I materiali fonoisolanti più comuni sono:

  • Piombo: metallo molto denso commercializzato in fogli o lastre,
  • Gomma: materiale naturale che si ricava dalla resina che si trova sulla corteccia di alcune piante o anche sintetica, commercializzata in materassini o lastre di vario spessore.

Isolanti elettrici.

L’isolamento elettrico è costituito dall’insieme delle tecniche che impediscono la circolazione di corrente tra due punti che si trovano ad un potenziale differente e quindi sottoposti ad una tensione

L’isolamento elettrico si realizza interponendo tra i due punti un isolante elettrico o dielettrico.

Questi sono materiali in cui gli elettroni, sotto l’azione del campo elettrico prodotto dalla differenza di potenza, non riescono a passare nella banda di conduzione e perciò non consentono passaggio di corrente.

Il parametro che rende conto di tale attitudine è la costante dielettrica ε. Solitamente si preferisce utilizzare la costante dielettrica relativa εr che è la costante dielettrica del materiale ε paragonata a quella del vuoto ε0. E quindi εr= ε/ ε0.

Gli isolanti elettrici sono quindi materiali con bassi valori di εr.

Gli isolanti elettrici più comuni sono:

  • Polietilene.
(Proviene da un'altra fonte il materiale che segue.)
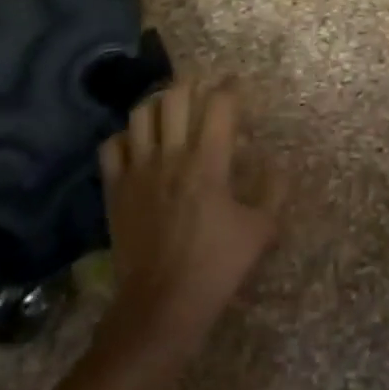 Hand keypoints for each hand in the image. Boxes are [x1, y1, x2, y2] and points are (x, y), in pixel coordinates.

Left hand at [98, 79, 278, 361]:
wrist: (160, 306)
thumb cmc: (215, 267)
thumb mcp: (260, 231)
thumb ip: (273, 191)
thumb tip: (277, 164)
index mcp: (208, 162)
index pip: (219, 105)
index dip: (229, 87)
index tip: (235, 83)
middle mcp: (170, 156)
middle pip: (174, 96)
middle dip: (190, 84)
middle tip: (201, 88)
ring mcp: (138, 170)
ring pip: (140, 113)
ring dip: (157, 103)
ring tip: (168, 108)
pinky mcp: (115, 189)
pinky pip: (111, 146)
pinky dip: (125, 136)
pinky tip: (138, 144) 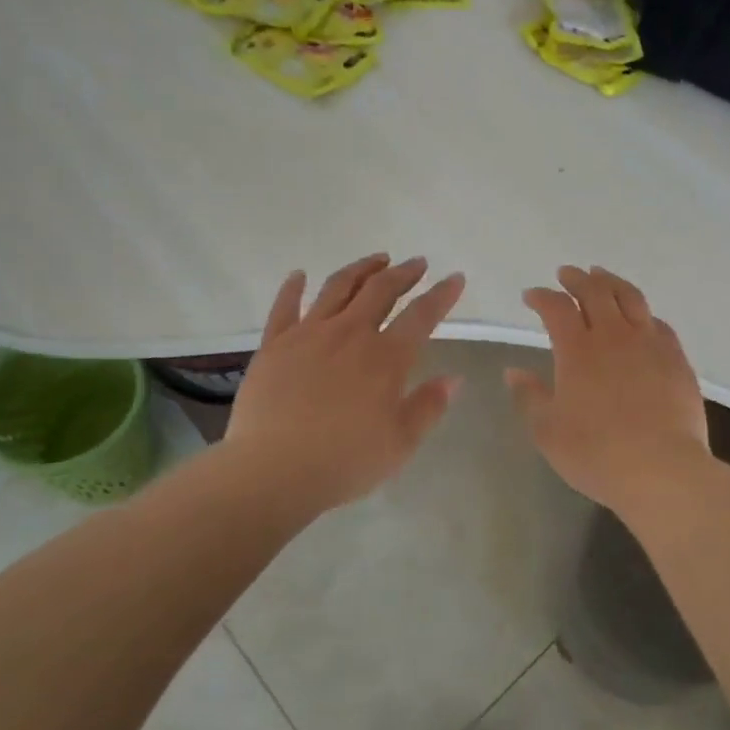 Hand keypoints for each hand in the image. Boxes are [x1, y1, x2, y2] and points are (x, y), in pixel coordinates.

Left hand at [225, 255, 465, 515]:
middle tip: (417, 263)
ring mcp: (308, 334)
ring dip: (361, 269)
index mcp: (386, 357)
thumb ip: (428, 406)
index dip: (442, 294)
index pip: (422, 315)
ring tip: (377, 260)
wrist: (273, 470)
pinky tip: (299, 275)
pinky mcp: (274, 344)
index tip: (455, 278)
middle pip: (381, 290)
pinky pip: (285, 306)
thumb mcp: (400, 443)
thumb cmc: (344, 461)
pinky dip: (294, 287)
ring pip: (338, 287)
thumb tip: (453, 378)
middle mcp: (350, 333)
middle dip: (404, 272)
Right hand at [505, 266, 712, 514]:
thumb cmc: (596, 454)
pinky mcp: (676, 358)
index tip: (531, 296)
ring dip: (611, 282)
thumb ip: (530, 396)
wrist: (662, 469)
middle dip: (576, 279)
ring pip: (630, 298)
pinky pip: (658, 323)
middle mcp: (613, 336)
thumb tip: (514, 371)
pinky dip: (643, 313)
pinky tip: (641, 317)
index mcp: (577, 350)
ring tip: (601, 275)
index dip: (541, 297)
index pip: (556, 308)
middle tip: (566, 274)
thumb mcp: (548, 431)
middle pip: (594, 292)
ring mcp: (649, 343)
E’ una resina termoplastica ossia che per riscaldamento si ammorbidisce. La sua εr è 2,3.
  • Mica. E’ un minerale cristallino che si sfalda secondo piani paralleli. Ha una εr pari a 5/6.
  • Vetro. Materiale che si ottiene fondendo la silice. Ha una εr pari a 7,5.
  • Porcellana. E’ una ceramica caratterizzata da percentuali di caolino (silicato) e feldspato (composto di alluminio, ossigeno ed altri elementi come boro, sodio, calcio, etc.). Ha una εr pari a 6.